Je vous tourmente, je le sens ; je suis jalouse, ridiculement jalouse ; il ne se passe presque aucun jour sans qu’un nouvel objet ne devienne pour moi la source d’une nouvelle douleur. Mlle de L…, Mlle de C…, ont tour à tour porté le désespoir dans mon sein. Aujourd’hui, c’est madame de B… Ai-je tort, ai-je raison ? je ne le sais pas ; je ne veux pas le savoir. Vous vous justifierez sans doute cette fois comme les autres, c’est tout ce qu’il me faut. Je vous croirai, quoi que vous me disiez. Que le ciel me préserve de douter des paroles de l’homme à qui j’ai donné mon cœur ! Mais si cette suite de soupçons allait altérer votre amour, j’en mourrais ; je mourrais du chagrin seul de m’être attiré un si terrible malheur. Cependant, je ne puis me vaincre ; je ne le puis pas, en vérité. Je ne vous laisse voir même qu’une bien faible partie de mes tourments. Il y a dans ces émotions violentes je ne sais quelle sorte de pudeur qui fait craindre de les montrer toutes au grand jour. Connaissez enfin tout l’excès de ma faiblesse.

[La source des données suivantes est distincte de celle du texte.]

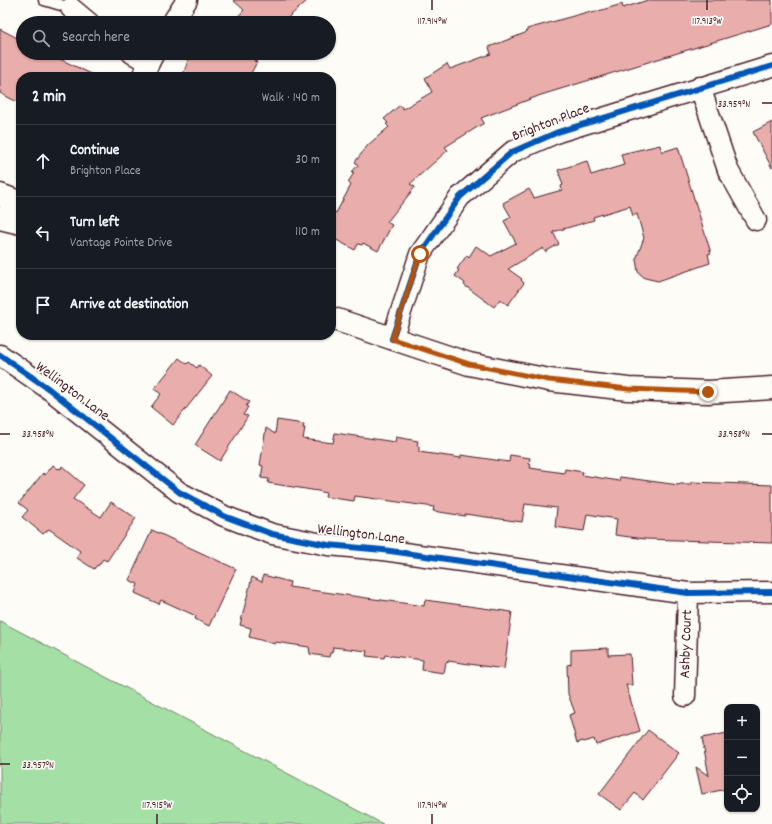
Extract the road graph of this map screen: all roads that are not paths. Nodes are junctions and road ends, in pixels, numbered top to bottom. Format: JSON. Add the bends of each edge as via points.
{"nodes":[{"id":1,"x":44,"y":0,"type":"edge"},
{"id":2,"x":187,"y":0,"type":"edge"},
{"id":3,"x":71,"y":8,"type":"joint"},
{"id":4,"x":81,"y":16,"type":"edge"},
{"id":5,"x":177,"y":16,"type":"edge"},
{"id":6,"x":772,"y":66,"type":"edge"},
{"id":7,"x":700,"y":87,"type":"junction"},
{"id":8,"x":0,"y":195,"type":"edge"},
{"id":9,"x":16,"y":201,"type":"edge"},
{"id":10,"x":0,"y":218,"type":"edge"},
{"id":11,"x":756,"y":220,"type":"dead end"},
{"id":12,"x":16,"y":222,"type":"edge"},
{"id":13,"x":336,"y":320,"type":"edge"},
{"id":14,"x":392,"y":339,"type":"junction"},
{"id":15,"x":0,"y":355,"type":"edge"},
{"id":16,"x":772,"y":388,"type":"edge"},
{"id":17,"x":772,"y":592,"type":"edge"},
{"id":18,"x":688,"y":593,"type":"junction"},
{"id":19,"x":685,"y":696,"type":"dead end"}],
"edges":[{"from":1,"to":3,"type":"lane"},
{"from":2,"to":5,"type":"street"},
{"from":3,"to":4,"type":"street"},
{"from":6,"to":7,"type":"street","name":"Brighton Place"},
{"from":7,"to":11,"type":"street","via":[[728,170]]},
{"from":7,"to":14,"type":"street","name":"Brighton Place","via":[[558,132],[512,152],[460,197],[420,254]]},
{"from":8,"to":9,"type":"street"},
{"from":10,"to":12,"type":"street"},
{"from":13,"to":14,"type":"street"},
{"from":14,"to":16,"type":"street","via":[[469,364],[549,380],[628,389],[708,392]]},
{"from":15,"to":18,"type":"street","name":"Wellington Lane","via":[[49,389],[179,492],[224,516],[272,534],[328,545],[383,550]]},
{"from":17,"to":18,"type":"street","name":"Wellington Lane"},
{"from":18,"to":19,"type":"street","name":"Ashby Court"}]}
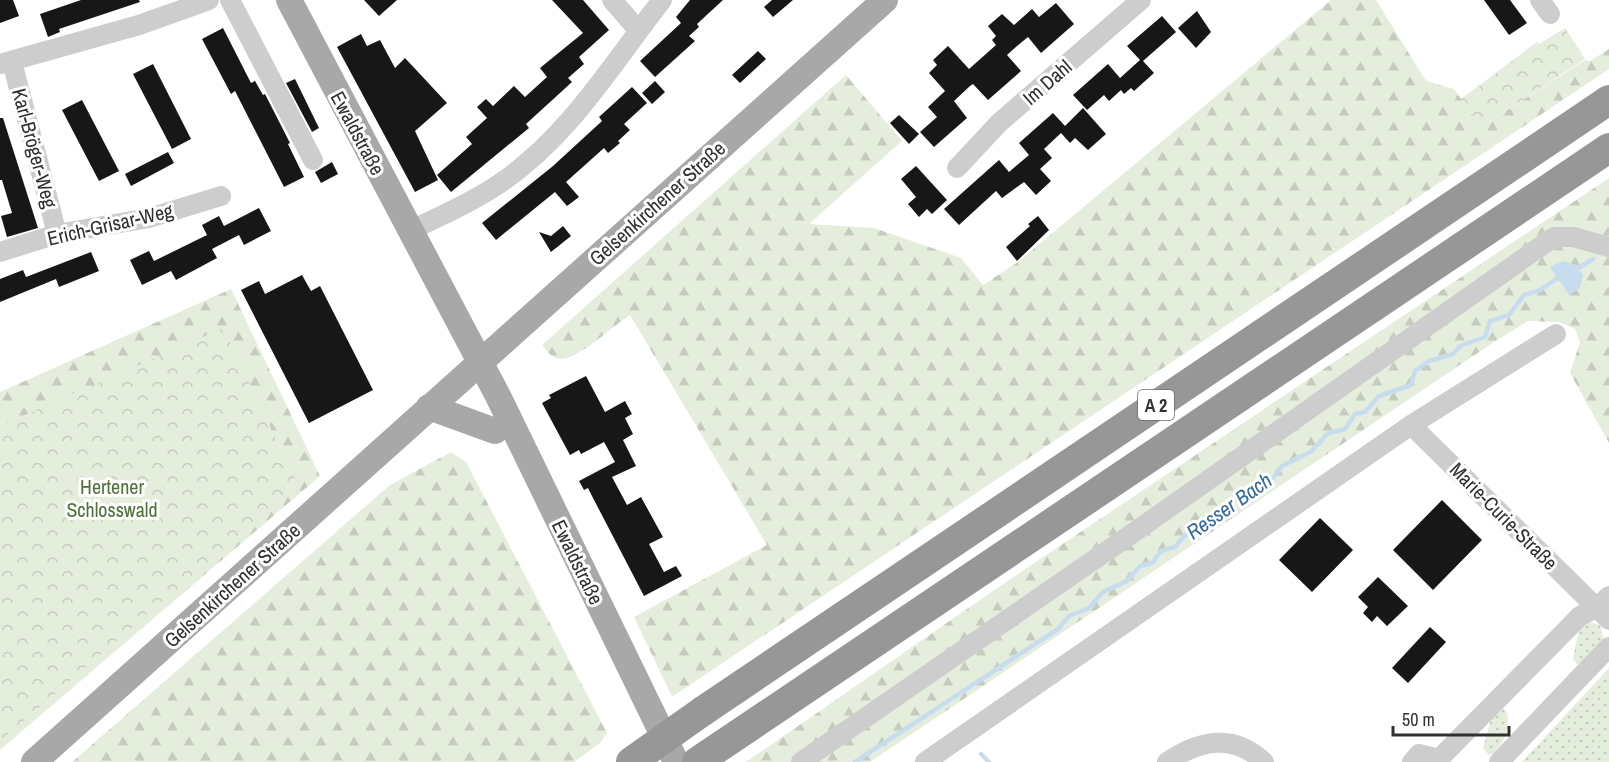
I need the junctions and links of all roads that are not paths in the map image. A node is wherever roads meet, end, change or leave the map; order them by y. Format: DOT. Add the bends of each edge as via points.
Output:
graph roads {
  1 [pos="209,0"];
  2 [pos="230,0"];
  3 [pos="288,0"];
  4 [pos="612,0"];
  5 [pos="662,0"];
  6 [pos="885,0"];
  7 [pos="1141,0"];
  8 [pos="638,30"];
  9 [pos="6,63"];
  10 [pos="1609,100"];
  11 [pos="1609,148"];
  12 [pos="313,160"];
  13 [pos="957,168"];
  14 [pos="221,196"];
  15 [pos="411,230"];
  16 [pos="57,234"];
  17 [pos="1609,247"];
  18 [pos="0,252"];
  19 [pos="1556,334"];
  20 [pos="478,362"];
  21 [pos="429,407"];
  22 [pos="1411,425"];
  23 [pos="495,431"];
  24 [pos="1605,608"];
  25 [pos="1609,647"];
  26 [pos="709,754"];
  27 [pos="1438,761"];
  28 [pos="34,762"];
  29 [pos="631,762"];
  30 [pos="656,762"];
  31 [pos="676,762"];
  32 [pos="801,762"];
  33 [pos="925,762"];
  34 [pos="1167,762"];
  35 [pos="1264,762"];
  36 [pos="1412,762"];
  37 [pos="1499,762"];
  1 -- 9 [label="street" via="139,25"];
  2 -- 12 [label="street"];
  3 -- 15 [label="main road, Ewaldstraße"];
  4 -- 8 [label="street"];
  5 -- 8 [label="street"];
  6 -- 20 [label="main road, Gelsenkirchener Straße"];
  7 -- 13 [label="street, Im Dahl" via="999,123"];
  8 -- 15 [label="street" via="596,89 522,166 471,201"];
  9 -- 16 [label="street, Karl-Bröger-Weg"];
  10 -- 29 [label="highway, A 2, bridge"];
  11 -- 26 [label="highway, A 2"];
  14 -- 16 [label="street, Erich-Grisar-Weg" via="149,218"];
  15 -- 20 [label="main road, Ewaldstraße"];
  16 -- 18 [label="street, Erich-Grisar-Weg"];
  17 -- 32 [label="street" via="1573,237 1554,237"];
  19 -- 22 [label="street"];
  20 -- 21 [label="main road, Gelsenkirchener Straße"];
  20 -- 23 [label="main road, Ewaldstraße" via="481,403"];
  20 -- 31 [label="main road, Ewaldstraße"];
  21 -- 23 [label="main road"];
  21 -- 28 [label="main road, Gelsenkirchener Straße"];
  22 -- 24 [label="street, Marie-Curie-Straße"];
  22 -- 33 [label="street"];
  23 -- 30 [label="main road, Ewaldstraße"];
  24 -- 27 [label="street, Marie-Curie-Straße" via="1580,616"];
  25 -- 37 [label="street"];
  27 -- 36 [label="street" via="1419,754"];
  34 -- 35 [label="street" via="1201,745 1231,742"];
}
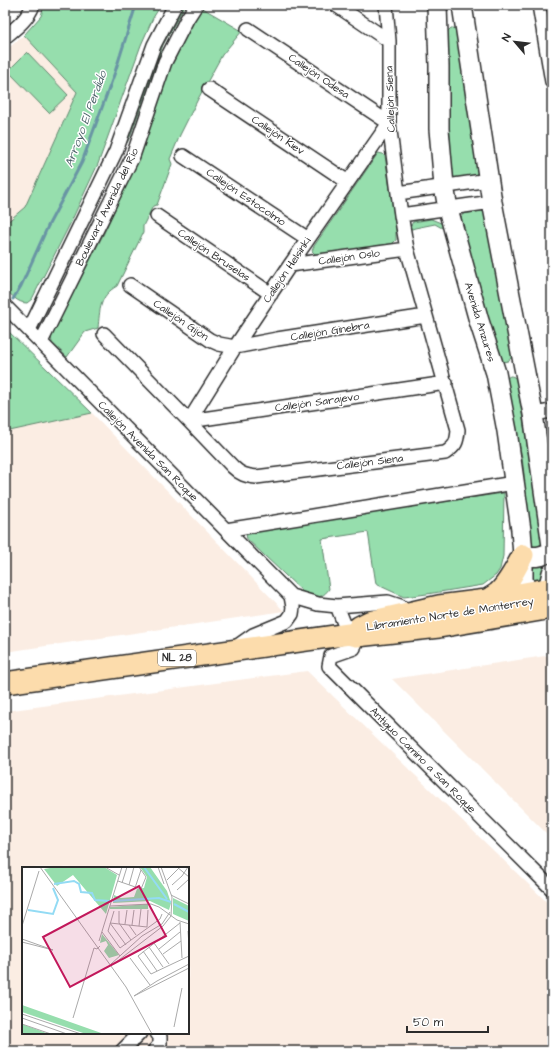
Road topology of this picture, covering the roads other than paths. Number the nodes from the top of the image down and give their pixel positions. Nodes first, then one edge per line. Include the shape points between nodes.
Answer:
1 (33, 5) edge
2 (175, 5) edge
3 (196, 5) edge
4 (336, 5) edge
5 (386, 5) edge
6 (539, 5) edge
7 (463, 12) edge
8 (438, 14) edge
9 (248, 29) dead end
10 (5, 37) edge
11 (388, 41) junction
12 (552, 82) edge
13 (209, 88) dead end
14 (389, 123) junction
15 (116, 151) junction
16 (133, 156) junction
17 (183, 156) dead end
18 (489, 180) junction
19 (348, 182) junction
20 (444, 186) junction
21 (398, 193) junction
22 (492, 202) junction
23 (448, 209) junction
24 (402, 215) junction
25 (156, 216) dead end
26 (308, 239) junction
27 (407, 249) junction
28 (290, 265) junction
29 (130, 285) dead end
30 (271, 294) junction
31 (5, 306) edge
32 (426, 316) junction
33 (29, 330) junction
34 (104, 334) dead end
35 (41, 342) junction
36 (235, 347) junction
37 (524, 367) junction
38 (496, 373) junction
39 (446, 383) junction
40 (552, 411) edge
41 (533, 414) junction
42 (189, 421) junction
43 (514, 483) junction
44 (226, 530) junction
45 (552, 546) edge
46 (552, 551) edge
47 (523, 555) junction
48 (547, 594) edge
49 (291, 596) junction
50 (487, 600) junction
51 (337, 606) junction
52 (412, 613) junction
53 (352, 632) junction
54 (230, 650) junction
55 (5, 683) edge
56 (552, 889) edge
57 (139, 1034) edge
58 (158, 1034) edge
59 (122, 1051) edge
60 (154, 1051) edge

1 - 10 street via 24,21
2 - 15 street, Boulevard Avenida del Río via 154,45
3 - 16 street, Boulevard Avenida del Río via 165,62
4 - 11 street
5 - 11 street, Callejón Siena
6 - 12 street
7 - 8 street
7 - 18 street
8 - 20 street, Avenida Anzures via 439,128
9 - 14 street, Callejón Odesa
11 - 14 street, Callejón Siena
13 - 19 street, Callejón Kiev
14 - 19 street, Callejón Helsinki
14 - 21 street, Callejón Siena
15 - 16 street
15 - 33 street, Boulevard Avenida del Río
16 - 35 street, Boulevard Avenida del Río
17 - 26 street, Callejón Estocolmo
18 - 20 street
18 - 22 street
19 - 26 street, Callejón Helsinki
20 - 21 street
20 - 23 street, Avenida Anzures
21 - 24 street, Callejón Siena
22 - 23 street
22 - 37 street
23 - 24 street
23 - 38 street, Avenida Anzures
24 - 27 street, Callejón Siena
25 - 30 street, Callejón Bruselas
26 - 28 street, Callejón Helsinki
27 - 28 street, Callejón Oslo
27 - 32 street, Callejón Siena
28 - 30 street, Callejón Helsinki
29 - 36 street, Callejón Gijón via 210,340
30 - 36 street, Callejón Helsinki
31 - 33 street, Callejón Avenida San Roque
32 - 36 street, Callejón Ginebra
32 - 39 street, Callejón Siena
33 - 35 street, Callejón Avenida San Roque
34 - 42 street, Callejón Siena
35 - 44 street, Callejón Avenida San Roque
36 - 42 street, Callejón Helsinki
37 - 38 street
37 - 41 street
38 - 43 street, Avenida Anzures
39 - 42 street, Callejón Sarajevo
39 - 42 street, Callejón Siena via 458,430 458,440 453,448 445,453 256,477 247,476 233,467
40 - 41 street
41 - 45 street
43 - 44 street
43 - 47 street, Avenida Anzures
44 - 49 street, Callejón Avenida San Roque
46 - 47 street via 538,557
47 - 48 street, Avenida Anzures via 525,588
47 - 50 main road via 503,587
48 - 50 main road
48 - 53 main road, Libramiento Norte de Monterrey / NL 28 via 403,620
48 - 53 main road, Libramiento Norte de Monterrey / NL 28 via 440,627 357,636
49 - 51 street via 318,604
49 - 54 street via 292,614 287,621 253,636
50 - 52 main road via 438,606
51 - 52 street via 388,602
51 - 53 street
52 - 53 main road via 369,622
53 - 54 main road, Libramiento Norte de Monterrey / NL 28
53 - 56 street, Antiguo Camino a San Roque via 354,648 331,656 329,666
54 - 55 main road, Libramiento Norte de Monterrey / NL 28
57 - 59 street
58 - 60 street via 160,1044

Je vous aime, mon ami, plus qu’on n’a jamais aimé ; mais il ne se passe pas une minute de ma vie sans qu’une secrète anxiété ne se mêle à l’enchantement de ma passion. Sommes-nous ensemble dans le monde, le moindre mot que la politesse vous fait dire à une autre femme élève déjà un sombre orage dans mon sein. Si ce n’est pas à moi que vous donnez la main pour passer d’une chambre à l’autre, mes regards inquiets vous suivent dans la foule ; le plus petit hasard qui vous dérobe à ma vue me fait frissonner. Êtes-vous quelque temps sans reparaître, un nuage se répand sur mes yeux ; je n’entends plus, je me soutiens à peine, et je ne reviens à moi que quand le doux son de votre voix a de nouveau frappé mon oreille. Faites-vous l’éloge de la parure de quelque femme, un mouvement involontaire me fait à l’instant jeter les yeux sur la mienne. Son extrême simplicité me consterne, et je vais penser (folle que je suis !) qu’un si misérable avantage peut me dérober une partie de votre tendresse. La liberté de ces jeux dont la société s’amuse porte dans mes esprits un désordre plus grand encore ; je prévois longtemps d’avance ce qui peut y faire naître la moindre familiarité, et, ces pensées s’emparant entièrement de moi, je conserve à peine la portion d’intelligence nécessaire pour partager ces frivoles amusements. Le seul mot de danse me glace. La valse me paraît la plus horrible profanation de l’amour. Je me l’interdis avec tout le monde, et, dix fois, l’image de l’heureuse femme que j’ai vue ainsi dans vos bras, et presque sur votre sein, m’a poursuivie pendant des nuits entières.

Sachez tout : dans ce cabinet solitaire même, dans ce coin reculé de mon appartement, asile sacré de l’amour, où nous avons trouvé le moyen de nous voir à l’insu de l’univers, ces terribles idées me poursuivent encore. Quoique, me défiant de moi-même, je m’efforce de ne pas vous y devancer, chaque pas que je fais pour m’en approcher accroît en moi la crainte de ne pas vous y trouver. Quand mes yeux commencent à distinguer la porte, mon agitation est devenue si forte que je puis à peine respirer. Si je ne vous aperçois pas, en entrant, tout mon sang se glace. Ne tardassiez-vous que d’une minute, mon esprit s’est déjà égaré dans mille folles et poignantes conjectures ; et quand vous paraissez, quoiqu’à votre vue une mer de joie inonde mon âme, quoique le premier bruit de vos pas ait fait évanouir comme un songe ces fatales chimères, mes mains tremblantes qui pressent les vôtres, les battements précipités de mon cœur, ces larmes brûlantes qui s’échappent par torrents de mes yeux, tout cela vous dit à la fois le bonheur que j’ai de vous voir et la crainte que j’ai eue de vous perdre.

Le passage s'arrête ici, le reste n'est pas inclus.